… Kunst und Frieden
Fatima Moumouni ist mit Frederick von Leo Leonni aufgewachsen, der Maus, die Sonnenstrahlen, Farben und Wörter sammelt, während die anderen am Büezen sind.
Ich habe S. vor fünf Jahren das letzte Mal getroffen. Wir lernten uns in einem internationalen Projekt kennen, wo man in artsy Sprache über Kunst und Dekolonialisierung sprach. S. ist Kuratorin, arbeitet in einer grossen russischen Galerie. Dort legt sie den Fokus auf Zugänglichkeit für Menschen mit Behinderung, ausserdem kämpft sie für LGBTQ+-Rechte und gegen Diskriminierung. Letztens traf ich sie wieder, weil sie für einen Rechercheaufenthalt für einen Monat in der Schweiz war. Die Kunst hatte ihr ein Visum, ein wenig Ruhe sowie Geld in Form von «per diems» verschafft, von Tagegeldern. Sie sagte, dass sie den Glauben an die Kunst verloren habe, weil die Situation in Russland so frustrierend sei.
Irgendwann fragt sie mich ironisch, im Tonfall einer Journalistin: Wie es ist, «in diesen Zeiten» Kunst zu machen? Sie hatte den ganzen Abend erzählt: Von der Einsamkeit, weil ihre Freund*innen und viele politisch Gleichgesinnte das Land verlassen hatten, sie aber blieb, weil sie sich ihrer Arbeit verpflichtet fühlte, obwohl sie spürte, dass Putin in kürzester Zeit alles kaputt gemacht hatte, wofür sie seit Jahren kämpfte. Von der Sprache, die sich verändert habe, seit man vieles nicht mehr sagen dürfe (wie zum Beispiel «Angriffskrieg»), und vom vielen Misstrauen, das herrsche, von der Unsicherheit und Angst vor politischer Verfolgung. Wir lachten beide über ihre Journi-Frage, aber als wir aufhörten, konnte ich nicht antworten.
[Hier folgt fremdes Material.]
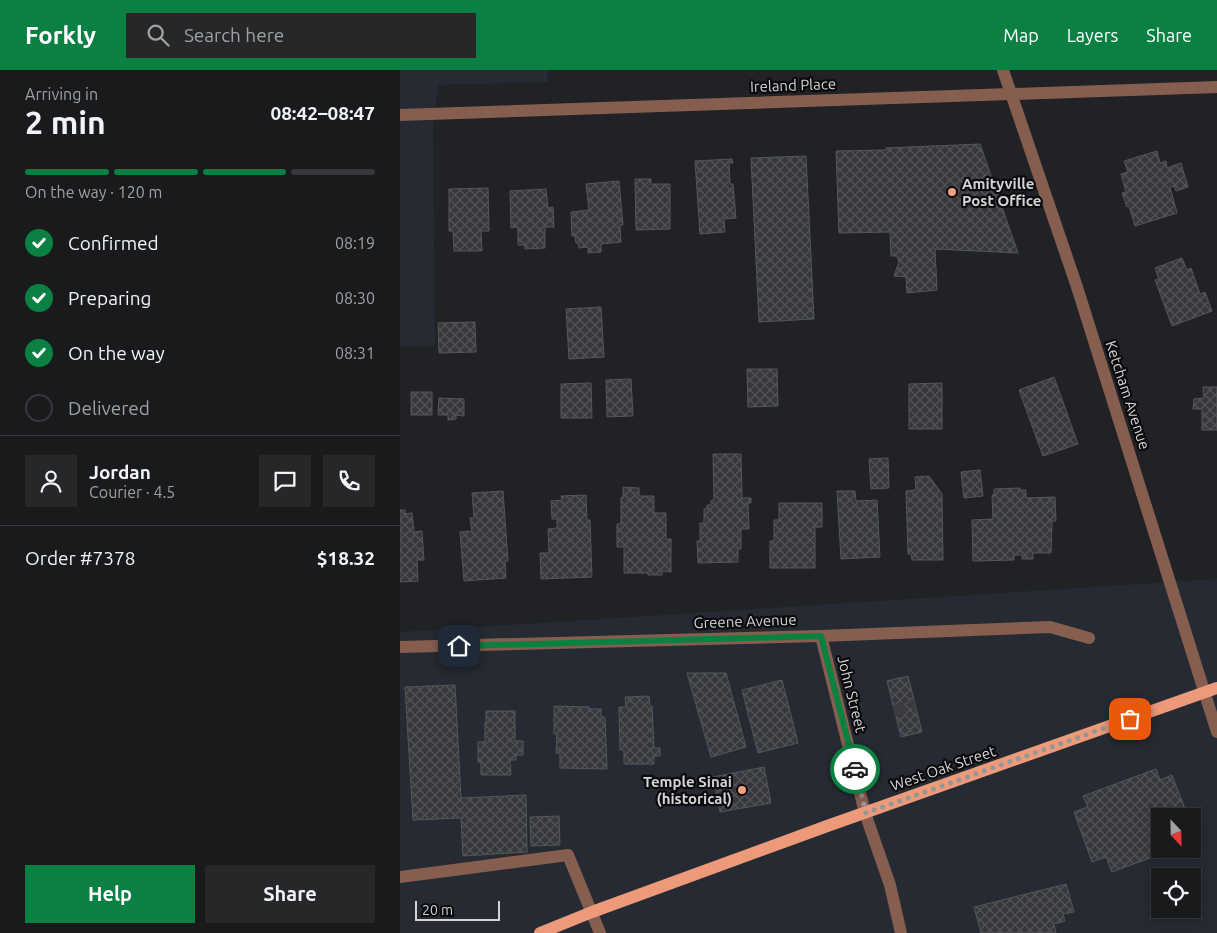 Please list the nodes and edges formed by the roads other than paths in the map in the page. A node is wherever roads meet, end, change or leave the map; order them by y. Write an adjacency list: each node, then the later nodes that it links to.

Dann hatte ich Lust, ein Bild zu malen, um mich von der unangenehmen Stille abzulenken. Ich dachte an etwas Ruhiges, eine realitätsgetreue Bleistiftzeichnung der Alpen vielleicht, ein riesiges «mural» mit einem Pinsel aus Schamhaaren oder ein Gedicht aus Würgelauten. Ich schwieg und verzichtete darauf, S. mit meiner Kunst zu behelligen. Klar, ich habe mich ohnehin eher dem politischen Schaffen verschrieben – trotzdem erscheint auch das aus meinem sicheren Kontext heraus oft wie eine Farce. Ich meine – wie steinhart muss man sein, in/aus der Krise Kunst zu machen und nicht etwas anderes?
Ich habe eine Art agnostischen Zugang zu meiner Kunst, was natürlich vollkommen absurd ist, da ich davon (ich würde mich nie trauen zu sagen «dafür») lebe – wie eine Made im Speck: Was ist so wichtig daran, dass sie auch in Anbetracht von weltweiten Kriegen, Klimakrise und Hunger bestehen und gezahlt werden muss? Ich erinnere mich an die Kampagne, die während der Covid-Massnahmen im Kampf um Daseinsberechtigung zum Thema «Systemrelevanz» von Kunstschaffenden lanciert wurde: Ohne (K)uns(t) wird’s still. Ich hatte mich ein bisschen dafür geschämt, weil ja Leute starben, vielleicht ist es manchmal auch gut, einfach mal die Fresse zu halten.
Aber ist im Umkehrschluss die einzig relevante Kunst der Welt die Kriegsund Krisenfotografie sowie vielleicht noch das Bogenschiessen und die Internationale? Gibt es überhaupt eine Möglichkeit, nicht wie ein weltfremder Unmensch zu klingen, wenn man den Wert von Ästhetik und Muse in schlechten Zeiten schätzt und darauf vertraut, dass dies seine Wirkung tut? Oder sollte man sich besser eingraben und darauf hoffen, die Welt zu überdauern und in einem neuen hoffnungslosen Jahrhundert den Menschen ein Lichtblick zu sein, als Beispiel für die Überlebenskraft der Kunst?